## Task prompt
Looking at the data below, how many lines include the word "Outram"? Respond with the number only.

## Exercise materials
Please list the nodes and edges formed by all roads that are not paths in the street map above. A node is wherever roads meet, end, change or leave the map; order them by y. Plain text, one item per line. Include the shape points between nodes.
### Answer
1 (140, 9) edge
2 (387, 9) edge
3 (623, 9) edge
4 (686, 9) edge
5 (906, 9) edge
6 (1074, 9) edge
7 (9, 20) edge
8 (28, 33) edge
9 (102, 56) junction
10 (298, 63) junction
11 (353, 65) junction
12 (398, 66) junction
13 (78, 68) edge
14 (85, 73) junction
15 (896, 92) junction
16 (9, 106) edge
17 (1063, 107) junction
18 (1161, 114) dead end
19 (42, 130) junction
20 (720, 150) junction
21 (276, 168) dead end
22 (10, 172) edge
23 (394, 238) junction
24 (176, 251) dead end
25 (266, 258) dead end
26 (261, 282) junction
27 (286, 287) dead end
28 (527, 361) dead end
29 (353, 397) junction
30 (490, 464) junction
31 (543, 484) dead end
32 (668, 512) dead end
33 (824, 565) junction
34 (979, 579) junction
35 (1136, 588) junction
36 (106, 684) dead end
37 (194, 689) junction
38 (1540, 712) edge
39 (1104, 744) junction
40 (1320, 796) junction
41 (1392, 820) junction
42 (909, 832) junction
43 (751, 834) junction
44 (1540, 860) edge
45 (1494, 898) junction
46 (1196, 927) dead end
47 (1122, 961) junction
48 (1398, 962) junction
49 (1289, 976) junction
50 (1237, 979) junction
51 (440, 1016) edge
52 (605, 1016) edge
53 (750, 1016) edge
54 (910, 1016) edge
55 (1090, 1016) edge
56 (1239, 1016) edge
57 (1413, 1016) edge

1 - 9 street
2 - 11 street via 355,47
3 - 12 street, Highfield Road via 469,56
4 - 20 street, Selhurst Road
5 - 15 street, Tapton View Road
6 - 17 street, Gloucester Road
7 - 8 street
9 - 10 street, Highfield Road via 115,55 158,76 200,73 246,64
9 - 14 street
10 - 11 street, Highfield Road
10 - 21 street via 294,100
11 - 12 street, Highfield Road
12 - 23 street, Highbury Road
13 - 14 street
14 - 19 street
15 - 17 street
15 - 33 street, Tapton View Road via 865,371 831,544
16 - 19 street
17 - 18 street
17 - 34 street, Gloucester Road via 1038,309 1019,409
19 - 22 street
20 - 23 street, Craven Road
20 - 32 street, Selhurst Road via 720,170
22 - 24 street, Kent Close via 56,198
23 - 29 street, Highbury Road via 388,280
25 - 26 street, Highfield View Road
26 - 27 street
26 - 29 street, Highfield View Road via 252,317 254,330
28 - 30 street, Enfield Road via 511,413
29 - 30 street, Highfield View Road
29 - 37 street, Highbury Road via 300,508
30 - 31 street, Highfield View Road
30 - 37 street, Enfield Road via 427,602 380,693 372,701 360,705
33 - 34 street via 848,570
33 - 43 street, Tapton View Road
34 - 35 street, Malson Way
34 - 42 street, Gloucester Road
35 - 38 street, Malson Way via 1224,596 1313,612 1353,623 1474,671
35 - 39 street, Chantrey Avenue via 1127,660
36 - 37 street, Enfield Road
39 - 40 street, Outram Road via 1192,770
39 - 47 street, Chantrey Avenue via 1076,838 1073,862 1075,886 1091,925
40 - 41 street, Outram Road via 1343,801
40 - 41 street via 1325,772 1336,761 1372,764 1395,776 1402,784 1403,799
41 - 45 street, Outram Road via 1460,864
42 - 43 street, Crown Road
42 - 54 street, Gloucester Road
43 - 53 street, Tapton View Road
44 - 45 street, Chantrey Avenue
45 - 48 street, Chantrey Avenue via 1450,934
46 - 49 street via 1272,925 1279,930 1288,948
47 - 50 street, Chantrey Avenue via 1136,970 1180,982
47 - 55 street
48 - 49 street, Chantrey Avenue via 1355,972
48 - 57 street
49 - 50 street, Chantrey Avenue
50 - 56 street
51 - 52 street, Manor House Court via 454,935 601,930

## The completed task
3